Entro raramente perché questa continua caccia alle streghe e di critica alle istituzioni ordinistiche, A PRESCINDERE, è faticosa da digerire, soprattutto in relazione invece all'impegno che stiamo profondendo e che forse, questi si, all'esterno a volte non si percepisce.
Non voglio difendere Giuliano, ma un cosa è esprimere una opinione e cercare di veicolarla e trovare adepti per un'idea, altro è cercare una posizione di mediazione/accettazione condivisa da tutti gli OORR e CNG; lo vedete, in piccolo, che anche su questa mini stanza trovare linee di azione comuni non è facile; in grande immaginate cosa significa mettere insieme e d'accordo tante teste.
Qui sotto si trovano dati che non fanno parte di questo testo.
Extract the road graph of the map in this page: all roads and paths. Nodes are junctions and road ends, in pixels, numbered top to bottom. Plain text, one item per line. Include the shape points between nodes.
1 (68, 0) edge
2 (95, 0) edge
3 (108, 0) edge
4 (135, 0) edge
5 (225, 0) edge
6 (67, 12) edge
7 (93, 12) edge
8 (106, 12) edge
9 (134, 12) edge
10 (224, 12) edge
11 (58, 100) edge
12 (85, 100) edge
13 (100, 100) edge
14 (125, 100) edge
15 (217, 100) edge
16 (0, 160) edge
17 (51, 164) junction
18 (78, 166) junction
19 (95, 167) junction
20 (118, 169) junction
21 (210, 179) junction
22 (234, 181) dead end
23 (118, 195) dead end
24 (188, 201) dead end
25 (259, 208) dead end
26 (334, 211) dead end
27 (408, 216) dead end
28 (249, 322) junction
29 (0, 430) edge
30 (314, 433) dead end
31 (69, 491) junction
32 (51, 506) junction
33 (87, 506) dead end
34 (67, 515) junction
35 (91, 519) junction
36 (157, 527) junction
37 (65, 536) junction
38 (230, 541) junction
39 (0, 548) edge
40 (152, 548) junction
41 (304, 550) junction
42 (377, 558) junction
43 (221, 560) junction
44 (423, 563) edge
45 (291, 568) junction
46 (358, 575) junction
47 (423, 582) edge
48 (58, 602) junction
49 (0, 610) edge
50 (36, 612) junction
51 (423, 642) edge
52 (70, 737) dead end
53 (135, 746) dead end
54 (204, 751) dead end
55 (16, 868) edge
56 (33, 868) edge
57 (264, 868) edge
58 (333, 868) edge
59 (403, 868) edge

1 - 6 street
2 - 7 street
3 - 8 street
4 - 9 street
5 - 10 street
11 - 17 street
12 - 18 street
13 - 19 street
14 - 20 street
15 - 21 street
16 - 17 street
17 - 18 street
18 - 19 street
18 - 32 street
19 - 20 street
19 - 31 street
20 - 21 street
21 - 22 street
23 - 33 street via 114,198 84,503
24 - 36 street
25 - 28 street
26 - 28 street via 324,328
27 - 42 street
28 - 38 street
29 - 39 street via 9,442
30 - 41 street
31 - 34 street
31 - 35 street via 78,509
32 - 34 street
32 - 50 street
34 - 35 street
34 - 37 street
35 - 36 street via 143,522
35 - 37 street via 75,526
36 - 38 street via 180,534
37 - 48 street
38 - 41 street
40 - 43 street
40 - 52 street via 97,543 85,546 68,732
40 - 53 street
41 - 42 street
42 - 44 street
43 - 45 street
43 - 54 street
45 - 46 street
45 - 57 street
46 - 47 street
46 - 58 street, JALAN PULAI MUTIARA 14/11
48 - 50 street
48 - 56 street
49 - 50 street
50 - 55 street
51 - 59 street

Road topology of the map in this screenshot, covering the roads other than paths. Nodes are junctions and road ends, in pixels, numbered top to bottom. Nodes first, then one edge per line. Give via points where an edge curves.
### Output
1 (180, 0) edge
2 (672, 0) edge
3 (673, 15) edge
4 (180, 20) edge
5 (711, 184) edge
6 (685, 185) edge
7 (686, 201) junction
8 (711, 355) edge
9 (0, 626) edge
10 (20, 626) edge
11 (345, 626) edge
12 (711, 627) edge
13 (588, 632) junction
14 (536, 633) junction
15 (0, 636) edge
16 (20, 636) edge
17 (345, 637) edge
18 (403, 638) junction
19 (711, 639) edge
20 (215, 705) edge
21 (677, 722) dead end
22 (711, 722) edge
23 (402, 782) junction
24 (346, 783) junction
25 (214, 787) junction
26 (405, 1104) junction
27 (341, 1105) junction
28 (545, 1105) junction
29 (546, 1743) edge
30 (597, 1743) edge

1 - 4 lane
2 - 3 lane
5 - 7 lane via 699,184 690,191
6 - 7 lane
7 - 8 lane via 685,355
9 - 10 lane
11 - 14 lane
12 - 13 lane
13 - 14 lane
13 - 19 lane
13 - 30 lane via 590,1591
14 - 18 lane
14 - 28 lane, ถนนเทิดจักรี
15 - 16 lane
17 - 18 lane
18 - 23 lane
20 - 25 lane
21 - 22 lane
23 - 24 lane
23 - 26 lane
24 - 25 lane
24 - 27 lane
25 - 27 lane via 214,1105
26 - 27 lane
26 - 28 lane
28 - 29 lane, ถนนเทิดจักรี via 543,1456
Anche perché le singole situazioni regionali presentano scenari e priorità e singolarità ed interpretazioni svariate e multiformi, che ostacolano una linea comune sulla quale allineare le esigenze di tutti. Ma ci stiamo provando; anche io nel mio piccolo sto cercando di trascinare con quanto più forza posso, ma il fardello è pesante e, a volte, l'assenza di risultati produce uno scoramento che in certi momenti è più forte di qualsiasi motivazione. Ma poi per fortuna passa. E si torna sul pezzo.
Abbiamo depositato in tempo utile l'emendamento per la modifica al'art. 7 del DL 83/12, ho riconvocato una Conferenza dei Presidenti per Mercoledì mattina a Roma alle ore 10,30.
Abbiamo dettato l'ennesimo duro comunicato all'addetto stampa che leggerete sui giornali. Tutto questo però continua a costare soldi che, soprattutto per gli OORR, sono sempre pochi: senza contare il tempo che ci porta via. E dispiace leggere che saremmo i depositari di interessi, di intrallazzi, ecc. Perché non confrontate le nostre dichiarazioni dei redditi con le nostre? Secondo vvoi i rappresenatnti degli ordini, solo in quanto tali, dovrebbero smettere di lavorare, perché in qualsiasi cosa si impegnino, voi leggete un inciucio. Ebbene anche per questo stiamo al palo: finché non sgombererete le vostre teste da questa filosofia del sospetto e vi decideretre che forse sarebeb meglio spingere tutti verso la stessa direzione, non "cresceremo" mai.